Saying goodbye — and thank you — to the ‘Say Hey Kid’

Willie Mays, 93, died on Tuesday.

Willie Mays playing stickball with kids in Harlem in the 1950s.Getty Images

By the time I saw Willie Mays play, he was in his 40s and well past his singular prime. The speed that let him own any ball hit to center field — including his spectacular over-the shoulder grab in the 1954 World Series known simply as The Catch — was mostly a memory. That could also be said of the power and consistency that allowed him to garner 660 home runs, 3,293 hits, and a career .301 batting average.

But none of that mattered to a baseball-obsessed girl from Queens who lived a bike ride away from Shea Stadium, where Mays would play the final games of his illustrious 20-plus seasons in the majors. All I knew is that the “Say Hey Kid” was coming back to New York to play for my beloved Mets.

Mays, 93, died on Tuesday.

Willie Howard Mays Jr. was born in Alabama and played most of his career in San Francisco. But after he came to New York in 1951, he soon belonged to the city and the city belonged to him. With the Brooklyn Dodgers, New York Yankees, and New York Giants, the team that brought Mays into Major League Baseball after he spent several seasons with the Birmingham Black Barons in the Negro American League, New York was baseball’s mecca. And Mays became a hardball god.

On the back of his 1956 baseball card, there are two cartoons — one depicting opposing players standing on each other’s shoulders against the outfield wall to better defend against Mays’s home run prowess. The other shows Mays diving to make one of his impossible catches and saying, “Shucks, this is easy!”
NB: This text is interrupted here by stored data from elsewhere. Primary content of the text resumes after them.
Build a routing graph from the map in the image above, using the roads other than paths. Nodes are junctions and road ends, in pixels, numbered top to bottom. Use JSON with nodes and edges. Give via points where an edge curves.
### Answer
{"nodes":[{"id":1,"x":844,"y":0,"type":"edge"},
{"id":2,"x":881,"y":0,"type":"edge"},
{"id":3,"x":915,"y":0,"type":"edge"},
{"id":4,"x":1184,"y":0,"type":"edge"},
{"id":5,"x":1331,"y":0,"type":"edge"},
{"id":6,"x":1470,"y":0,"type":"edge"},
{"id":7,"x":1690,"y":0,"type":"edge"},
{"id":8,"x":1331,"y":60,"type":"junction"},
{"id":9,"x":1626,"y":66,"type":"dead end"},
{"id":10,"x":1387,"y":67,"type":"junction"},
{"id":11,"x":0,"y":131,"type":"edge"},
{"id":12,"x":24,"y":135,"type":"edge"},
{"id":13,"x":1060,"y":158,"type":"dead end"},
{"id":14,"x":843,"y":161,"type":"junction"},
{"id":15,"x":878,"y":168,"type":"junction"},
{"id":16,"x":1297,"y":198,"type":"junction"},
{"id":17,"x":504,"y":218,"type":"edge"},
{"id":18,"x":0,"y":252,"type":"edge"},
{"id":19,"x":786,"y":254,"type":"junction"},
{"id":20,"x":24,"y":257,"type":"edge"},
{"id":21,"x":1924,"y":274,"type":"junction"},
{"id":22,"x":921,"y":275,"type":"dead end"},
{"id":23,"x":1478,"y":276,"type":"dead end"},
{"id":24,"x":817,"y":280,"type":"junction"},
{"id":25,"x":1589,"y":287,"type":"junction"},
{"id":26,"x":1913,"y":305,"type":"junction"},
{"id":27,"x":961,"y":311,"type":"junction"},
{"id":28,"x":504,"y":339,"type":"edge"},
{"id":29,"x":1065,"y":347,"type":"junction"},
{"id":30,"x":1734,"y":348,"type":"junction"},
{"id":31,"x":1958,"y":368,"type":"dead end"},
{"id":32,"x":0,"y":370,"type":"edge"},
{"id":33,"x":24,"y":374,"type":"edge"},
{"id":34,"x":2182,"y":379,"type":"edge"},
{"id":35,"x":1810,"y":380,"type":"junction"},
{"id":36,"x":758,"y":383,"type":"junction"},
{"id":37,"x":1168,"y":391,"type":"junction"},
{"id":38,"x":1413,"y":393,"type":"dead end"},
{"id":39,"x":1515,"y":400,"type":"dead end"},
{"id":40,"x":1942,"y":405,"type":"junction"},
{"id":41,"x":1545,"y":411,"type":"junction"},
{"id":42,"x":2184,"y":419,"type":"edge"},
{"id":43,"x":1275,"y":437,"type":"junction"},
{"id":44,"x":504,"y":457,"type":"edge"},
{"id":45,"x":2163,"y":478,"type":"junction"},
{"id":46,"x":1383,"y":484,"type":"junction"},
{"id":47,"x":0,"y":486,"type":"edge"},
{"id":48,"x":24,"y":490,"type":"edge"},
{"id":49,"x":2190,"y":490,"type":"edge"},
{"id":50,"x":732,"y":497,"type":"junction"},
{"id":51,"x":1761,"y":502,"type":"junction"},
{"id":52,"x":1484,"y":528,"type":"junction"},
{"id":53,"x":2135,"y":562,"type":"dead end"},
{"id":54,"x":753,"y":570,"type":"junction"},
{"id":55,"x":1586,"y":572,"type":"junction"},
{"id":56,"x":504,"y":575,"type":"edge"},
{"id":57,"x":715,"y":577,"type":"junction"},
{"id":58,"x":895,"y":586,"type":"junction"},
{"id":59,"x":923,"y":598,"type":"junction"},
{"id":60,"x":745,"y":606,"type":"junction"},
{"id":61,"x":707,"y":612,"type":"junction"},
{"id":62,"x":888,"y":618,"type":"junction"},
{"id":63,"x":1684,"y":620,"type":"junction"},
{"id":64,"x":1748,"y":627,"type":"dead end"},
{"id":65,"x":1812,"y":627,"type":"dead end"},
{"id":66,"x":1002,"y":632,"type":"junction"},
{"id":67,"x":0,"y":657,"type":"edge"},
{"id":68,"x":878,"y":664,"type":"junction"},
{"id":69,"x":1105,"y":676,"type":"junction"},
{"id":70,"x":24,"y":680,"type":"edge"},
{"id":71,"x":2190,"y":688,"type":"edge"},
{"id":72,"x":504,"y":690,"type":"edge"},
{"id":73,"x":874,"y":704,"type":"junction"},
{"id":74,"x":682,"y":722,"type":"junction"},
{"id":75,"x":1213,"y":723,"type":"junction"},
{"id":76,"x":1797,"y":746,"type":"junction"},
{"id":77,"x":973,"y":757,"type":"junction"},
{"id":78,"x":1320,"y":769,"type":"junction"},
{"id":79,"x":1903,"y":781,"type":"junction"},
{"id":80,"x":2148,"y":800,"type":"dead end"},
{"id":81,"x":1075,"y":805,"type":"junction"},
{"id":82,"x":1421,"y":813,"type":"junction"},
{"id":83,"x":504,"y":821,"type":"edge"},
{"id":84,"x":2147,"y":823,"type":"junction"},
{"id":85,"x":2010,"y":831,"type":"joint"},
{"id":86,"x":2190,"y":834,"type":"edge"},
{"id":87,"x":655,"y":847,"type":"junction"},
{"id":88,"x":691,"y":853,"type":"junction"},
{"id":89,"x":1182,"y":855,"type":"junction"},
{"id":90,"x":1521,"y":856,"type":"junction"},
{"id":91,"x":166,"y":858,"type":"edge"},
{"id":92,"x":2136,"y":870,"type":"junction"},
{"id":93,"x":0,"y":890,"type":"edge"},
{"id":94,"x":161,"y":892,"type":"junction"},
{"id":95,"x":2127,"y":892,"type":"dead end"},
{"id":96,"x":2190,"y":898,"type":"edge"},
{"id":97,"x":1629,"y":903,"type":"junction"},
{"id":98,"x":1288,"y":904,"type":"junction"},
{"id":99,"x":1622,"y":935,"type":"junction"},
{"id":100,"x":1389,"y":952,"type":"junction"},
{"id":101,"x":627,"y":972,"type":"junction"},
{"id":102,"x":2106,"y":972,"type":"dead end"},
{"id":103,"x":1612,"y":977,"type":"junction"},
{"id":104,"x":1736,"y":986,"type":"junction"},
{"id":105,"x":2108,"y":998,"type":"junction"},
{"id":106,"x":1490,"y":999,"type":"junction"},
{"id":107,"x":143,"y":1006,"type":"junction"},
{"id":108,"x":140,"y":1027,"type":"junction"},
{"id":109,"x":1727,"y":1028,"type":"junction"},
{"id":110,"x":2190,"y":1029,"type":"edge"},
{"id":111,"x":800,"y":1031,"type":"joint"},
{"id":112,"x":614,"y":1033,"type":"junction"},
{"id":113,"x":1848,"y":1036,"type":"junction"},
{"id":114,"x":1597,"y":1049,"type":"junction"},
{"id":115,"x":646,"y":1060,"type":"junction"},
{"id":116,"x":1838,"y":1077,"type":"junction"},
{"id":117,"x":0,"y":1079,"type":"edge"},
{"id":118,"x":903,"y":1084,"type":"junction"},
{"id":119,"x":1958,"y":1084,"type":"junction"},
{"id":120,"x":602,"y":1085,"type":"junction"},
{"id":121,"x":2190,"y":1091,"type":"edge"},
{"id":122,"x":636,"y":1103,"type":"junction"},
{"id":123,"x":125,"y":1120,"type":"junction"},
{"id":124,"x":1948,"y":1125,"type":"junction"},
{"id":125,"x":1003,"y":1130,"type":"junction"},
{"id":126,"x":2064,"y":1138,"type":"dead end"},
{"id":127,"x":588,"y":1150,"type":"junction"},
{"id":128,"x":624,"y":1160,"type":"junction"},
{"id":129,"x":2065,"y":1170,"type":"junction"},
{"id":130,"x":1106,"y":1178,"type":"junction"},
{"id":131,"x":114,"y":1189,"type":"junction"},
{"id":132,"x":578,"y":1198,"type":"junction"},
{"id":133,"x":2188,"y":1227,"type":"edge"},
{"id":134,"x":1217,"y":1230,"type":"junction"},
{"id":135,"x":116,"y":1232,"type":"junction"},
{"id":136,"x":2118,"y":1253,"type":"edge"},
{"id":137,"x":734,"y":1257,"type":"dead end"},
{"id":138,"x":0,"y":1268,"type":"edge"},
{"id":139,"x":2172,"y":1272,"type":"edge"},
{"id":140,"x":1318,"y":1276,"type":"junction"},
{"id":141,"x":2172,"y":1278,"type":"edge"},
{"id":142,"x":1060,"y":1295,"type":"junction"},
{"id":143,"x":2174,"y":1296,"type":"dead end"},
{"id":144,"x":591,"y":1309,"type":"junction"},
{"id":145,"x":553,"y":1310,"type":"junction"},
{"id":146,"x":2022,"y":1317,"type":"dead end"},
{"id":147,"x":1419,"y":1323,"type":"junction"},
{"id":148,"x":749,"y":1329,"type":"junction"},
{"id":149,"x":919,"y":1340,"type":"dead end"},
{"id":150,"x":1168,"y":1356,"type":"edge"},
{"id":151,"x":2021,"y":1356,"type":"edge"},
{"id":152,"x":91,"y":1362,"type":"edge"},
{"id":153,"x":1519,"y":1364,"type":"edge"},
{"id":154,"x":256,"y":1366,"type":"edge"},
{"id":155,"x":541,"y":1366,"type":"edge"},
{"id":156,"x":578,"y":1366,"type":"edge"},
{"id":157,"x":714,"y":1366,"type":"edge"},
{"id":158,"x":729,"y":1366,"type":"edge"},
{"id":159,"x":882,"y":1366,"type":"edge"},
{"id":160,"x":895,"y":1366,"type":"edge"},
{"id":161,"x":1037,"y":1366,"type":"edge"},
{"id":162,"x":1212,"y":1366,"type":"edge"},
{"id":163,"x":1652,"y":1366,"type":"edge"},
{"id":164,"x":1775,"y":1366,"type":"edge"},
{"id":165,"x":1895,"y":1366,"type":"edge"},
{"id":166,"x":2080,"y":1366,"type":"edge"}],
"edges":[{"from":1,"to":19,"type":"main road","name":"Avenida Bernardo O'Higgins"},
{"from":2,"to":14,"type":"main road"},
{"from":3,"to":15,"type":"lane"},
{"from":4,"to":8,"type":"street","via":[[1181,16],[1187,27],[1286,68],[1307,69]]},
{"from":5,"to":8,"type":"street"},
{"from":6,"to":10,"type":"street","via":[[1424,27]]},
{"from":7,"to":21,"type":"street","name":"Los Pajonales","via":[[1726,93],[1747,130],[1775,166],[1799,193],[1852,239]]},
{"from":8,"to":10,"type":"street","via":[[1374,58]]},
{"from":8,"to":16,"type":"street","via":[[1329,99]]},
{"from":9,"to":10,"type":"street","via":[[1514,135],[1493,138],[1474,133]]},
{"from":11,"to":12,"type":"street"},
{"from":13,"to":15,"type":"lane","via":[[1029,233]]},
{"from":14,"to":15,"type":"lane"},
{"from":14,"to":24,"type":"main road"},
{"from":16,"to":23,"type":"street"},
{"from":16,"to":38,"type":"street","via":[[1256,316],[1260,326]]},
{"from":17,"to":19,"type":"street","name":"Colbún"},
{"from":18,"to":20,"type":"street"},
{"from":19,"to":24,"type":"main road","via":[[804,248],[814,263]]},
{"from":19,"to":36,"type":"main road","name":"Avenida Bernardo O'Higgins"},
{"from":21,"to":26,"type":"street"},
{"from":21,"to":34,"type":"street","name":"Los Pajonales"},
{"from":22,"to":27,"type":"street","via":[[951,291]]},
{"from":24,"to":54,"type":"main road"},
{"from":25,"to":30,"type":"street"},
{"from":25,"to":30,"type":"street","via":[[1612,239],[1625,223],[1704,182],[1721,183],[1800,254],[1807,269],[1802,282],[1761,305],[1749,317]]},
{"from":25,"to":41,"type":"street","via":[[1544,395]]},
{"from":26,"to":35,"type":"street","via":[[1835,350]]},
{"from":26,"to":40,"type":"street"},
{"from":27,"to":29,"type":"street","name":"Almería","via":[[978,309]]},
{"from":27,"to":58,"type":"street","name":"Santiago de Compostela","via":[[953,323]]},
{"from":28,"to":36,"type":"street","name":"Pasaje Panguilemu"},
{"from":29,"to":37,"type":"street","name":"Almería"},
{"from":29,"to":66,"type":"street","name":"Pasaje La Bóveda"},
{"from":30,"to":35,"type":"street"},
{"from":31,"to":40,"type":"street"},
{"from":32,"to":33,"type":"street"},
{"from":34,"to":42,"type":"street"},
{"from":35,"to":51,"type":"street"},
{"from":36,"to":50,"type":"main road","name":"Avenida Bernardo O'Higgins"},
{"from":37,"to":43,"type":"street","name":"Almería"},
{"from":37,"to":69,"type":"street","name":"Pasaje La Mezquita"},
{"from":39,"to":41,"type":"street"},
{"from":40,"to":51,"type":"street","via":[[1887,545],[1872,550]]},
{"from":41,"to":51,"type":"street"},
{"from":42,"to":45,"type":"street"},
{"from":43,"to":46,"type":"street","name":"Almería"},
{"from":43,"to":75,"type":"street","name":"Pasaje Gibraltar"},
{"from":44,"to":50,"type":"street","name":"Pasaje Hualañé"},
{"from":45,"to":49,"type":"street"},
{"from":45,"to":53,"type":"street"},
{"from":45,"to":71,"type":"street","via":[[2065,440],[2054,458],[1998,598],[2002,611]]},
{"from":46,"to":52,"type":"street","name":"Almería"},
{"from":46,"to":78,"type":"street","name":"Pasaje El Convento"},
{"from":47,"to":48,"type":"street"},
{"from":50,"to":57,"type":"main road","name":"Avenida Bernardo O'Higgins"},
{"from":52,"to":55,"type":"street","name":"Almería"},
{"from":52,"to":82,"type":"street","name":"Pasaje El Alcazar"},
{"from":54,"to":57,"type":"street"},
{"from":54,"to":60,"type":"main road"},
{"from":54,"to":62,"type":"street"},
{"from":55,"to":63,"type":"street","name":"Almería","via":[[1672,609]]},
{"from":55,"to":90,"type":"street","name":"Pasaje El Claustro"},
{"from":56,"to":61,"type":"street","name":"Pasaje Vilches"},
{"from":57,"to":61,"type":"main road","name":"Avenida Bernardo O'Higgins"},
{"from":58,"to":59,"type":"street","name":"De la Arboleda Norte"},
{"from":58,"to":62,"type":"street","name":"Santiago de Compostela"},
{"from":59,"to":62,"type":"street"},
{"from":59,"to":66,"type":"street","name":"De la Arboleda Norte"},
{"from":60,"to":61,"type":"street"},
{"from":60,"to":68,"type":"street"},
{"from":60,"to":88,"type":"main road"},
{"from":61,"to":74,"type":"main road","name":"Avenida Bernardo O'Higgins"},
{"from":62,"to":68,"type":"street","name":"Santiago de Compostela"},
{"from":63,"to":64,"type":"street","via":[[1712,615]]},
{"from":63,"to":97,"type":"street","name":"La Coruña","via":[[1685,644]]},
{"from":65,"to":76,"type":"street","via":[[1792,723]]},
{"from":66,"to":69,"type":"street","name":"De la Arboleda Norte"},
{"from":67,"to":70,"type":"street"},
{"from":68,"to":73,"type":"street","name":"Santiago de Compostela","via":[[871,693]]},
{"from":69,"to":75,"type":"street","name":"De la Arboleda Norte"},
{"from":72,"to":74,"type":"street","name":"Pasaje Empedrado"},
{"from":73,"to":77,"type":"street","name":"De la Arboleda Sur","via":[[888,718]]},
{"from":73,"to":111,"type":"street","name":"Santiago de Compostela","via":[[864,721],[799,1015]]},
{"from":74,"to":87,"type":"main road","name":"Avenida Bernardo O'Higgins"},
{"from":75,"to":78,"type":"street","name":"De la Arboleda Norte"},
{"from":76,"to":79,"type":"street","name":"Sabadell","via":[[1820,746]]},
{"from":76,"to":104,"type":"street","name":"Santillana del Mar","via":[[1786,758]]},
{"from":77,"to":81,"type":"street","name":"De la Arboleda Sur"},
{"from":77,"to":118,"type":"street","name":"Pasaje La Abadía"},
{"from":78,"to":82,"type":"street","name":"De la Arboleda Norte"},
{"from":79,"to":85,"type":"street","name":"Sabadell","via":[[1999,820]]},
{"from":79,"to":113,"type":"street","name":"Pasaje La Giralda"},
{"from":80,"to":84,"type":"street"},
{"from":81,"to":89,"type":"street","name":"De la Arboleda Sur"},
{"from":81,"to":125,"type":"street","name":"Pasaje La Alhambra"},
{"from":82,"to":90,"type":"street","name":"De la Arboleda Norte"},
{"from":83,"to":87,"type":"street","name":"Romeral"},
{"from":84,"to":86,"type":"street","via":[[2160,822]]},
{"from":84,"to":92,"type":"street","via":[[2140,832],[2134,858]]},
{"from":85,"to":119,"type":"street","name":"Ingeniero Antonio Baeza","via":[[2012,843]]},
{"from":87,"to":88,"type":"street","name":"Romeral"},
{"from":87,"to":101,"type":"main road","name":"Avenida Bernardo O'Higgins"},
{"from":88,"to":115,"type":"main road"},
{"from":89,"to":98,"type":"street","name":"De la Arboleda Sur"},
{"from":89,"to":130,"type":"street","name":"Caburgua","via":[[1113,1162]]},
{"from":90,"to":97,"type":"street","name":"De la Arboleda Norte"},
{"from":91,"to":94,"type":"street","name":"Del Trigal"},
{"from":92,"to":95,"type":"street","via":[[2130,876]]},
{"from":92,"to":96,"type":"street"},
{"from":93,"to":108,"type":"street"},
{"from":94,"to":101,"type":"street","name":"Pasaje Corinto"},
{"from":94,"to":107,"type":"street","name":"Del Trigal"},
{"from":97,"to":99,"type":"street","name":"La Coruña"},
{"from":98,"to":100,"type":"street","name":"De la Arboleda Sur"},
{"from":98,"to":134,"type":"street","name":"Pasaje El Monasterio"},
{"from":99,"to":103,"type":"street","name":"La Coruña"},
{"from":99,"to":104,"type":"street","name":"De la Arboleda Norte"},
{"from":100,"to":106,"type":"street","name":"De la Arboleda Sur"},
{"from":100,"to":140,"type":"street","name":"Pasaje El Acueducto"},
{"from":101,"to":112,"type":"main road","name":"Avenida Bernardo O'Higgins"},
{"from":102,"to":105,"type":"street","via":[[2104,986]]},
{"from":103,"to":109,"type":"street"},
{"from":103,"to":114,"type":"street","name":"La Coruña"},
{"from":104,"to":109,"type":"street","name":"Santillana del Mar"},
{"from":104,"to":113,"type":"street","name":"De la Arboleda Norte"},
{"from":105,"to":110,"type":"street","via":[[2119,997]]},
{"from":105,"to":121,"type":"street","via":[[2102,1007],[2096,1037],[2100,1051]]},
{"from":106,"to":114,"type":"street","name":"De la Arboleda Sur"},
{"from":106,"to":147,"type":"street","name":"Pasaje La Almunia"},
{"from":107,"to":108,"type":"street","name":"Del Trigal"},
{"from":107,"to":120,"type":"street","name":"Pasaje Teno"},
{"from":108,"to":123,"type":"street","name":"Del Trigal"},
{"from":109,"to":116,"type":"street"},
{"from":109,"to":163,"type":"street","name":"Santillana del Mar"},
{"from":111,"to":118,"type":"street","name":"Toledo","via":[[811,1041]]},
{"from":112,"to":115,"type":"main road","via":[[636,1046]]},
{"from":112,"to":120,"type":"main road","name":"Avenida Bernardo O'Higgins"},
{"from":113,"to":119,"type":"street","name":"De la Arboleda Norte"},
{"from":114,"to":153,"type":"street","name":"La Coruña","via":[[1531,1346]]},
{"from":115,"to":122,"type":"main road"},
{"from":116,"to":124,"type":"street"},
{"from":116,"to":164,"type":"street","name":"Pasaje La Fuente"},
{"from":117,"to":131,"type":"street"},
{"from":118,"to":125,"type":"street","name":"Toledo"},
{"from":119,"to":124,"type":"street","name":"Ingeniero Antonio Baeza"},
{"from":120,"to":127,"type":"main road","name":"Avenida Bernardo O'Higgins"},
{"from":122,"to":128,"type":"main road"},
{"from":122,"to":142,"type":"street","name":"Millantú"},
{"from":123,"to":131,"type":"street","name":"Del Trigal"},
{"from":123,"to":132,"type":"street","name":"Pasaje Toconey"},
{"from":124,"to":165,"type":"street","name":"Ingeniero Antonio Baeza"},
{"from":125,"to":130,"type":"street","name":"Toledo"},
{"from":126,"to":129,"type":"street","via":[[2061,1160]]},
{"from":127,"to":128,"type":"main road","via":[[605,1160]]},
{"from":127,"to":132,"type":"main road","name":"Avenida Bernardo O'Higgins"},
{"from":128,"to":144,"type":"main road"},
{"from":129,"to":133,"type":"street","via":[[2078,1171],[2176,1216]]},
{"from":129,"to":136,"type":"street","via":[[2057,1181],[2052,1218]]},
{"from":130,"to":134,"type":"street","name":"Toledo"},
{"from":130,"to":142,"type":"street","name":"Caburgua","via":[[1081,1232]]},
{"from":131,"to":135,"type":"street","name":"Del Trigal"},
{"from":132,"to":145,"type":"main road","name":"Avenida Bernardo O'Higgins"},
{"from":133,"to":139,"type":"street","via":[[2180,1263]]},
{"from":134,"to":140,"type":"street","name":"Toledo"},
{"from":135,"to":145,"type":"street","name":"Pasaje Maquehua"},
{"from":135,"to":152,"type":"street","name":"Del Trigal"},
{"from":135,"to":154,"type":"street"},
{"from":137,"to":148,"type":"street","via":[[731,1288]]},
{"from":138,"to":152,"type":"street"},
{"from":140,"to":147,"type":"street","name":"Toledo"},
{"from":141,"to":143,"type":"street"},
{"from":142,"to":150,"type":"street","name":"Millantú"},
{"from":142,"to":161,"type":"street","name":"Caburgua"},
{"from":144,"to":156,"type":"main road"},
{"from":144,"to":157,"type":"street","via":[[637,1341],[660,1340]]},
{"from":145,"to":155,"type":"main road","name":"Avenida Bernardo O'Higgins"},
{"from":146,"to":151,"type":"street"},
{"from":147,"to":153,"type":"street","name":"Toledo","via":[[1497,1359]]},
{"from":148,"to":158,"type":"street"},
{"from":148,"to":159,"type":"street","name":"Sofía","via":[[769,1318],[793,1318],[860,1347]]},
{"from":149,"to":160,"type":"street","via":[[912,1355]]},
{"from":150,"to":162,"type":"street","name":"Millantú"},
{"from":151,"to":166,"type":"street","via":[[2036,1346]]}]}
A photo of Willie Mays from the New York Mets 1973 Official Year Book.Renée Graham

His natural effervescence — reporters anointed him as the “Say Hey Kid,” because “Say hey!” is how he greeted everyone he met — made him a favorite son of the city. There’s a famous clip of Mays, dressed in street clothes, playing stickball in Harlem with a group of Black children. He then walked to the store to buy ice cream for all of them.

What Mays represented to those children — and a lot of adults — was no less important than what he achieved at the nearby Polo Grounds, his team’s home stadium. Of course, Mays faced racism but would not let it deter or defeat him. He personified Black excellence and grace.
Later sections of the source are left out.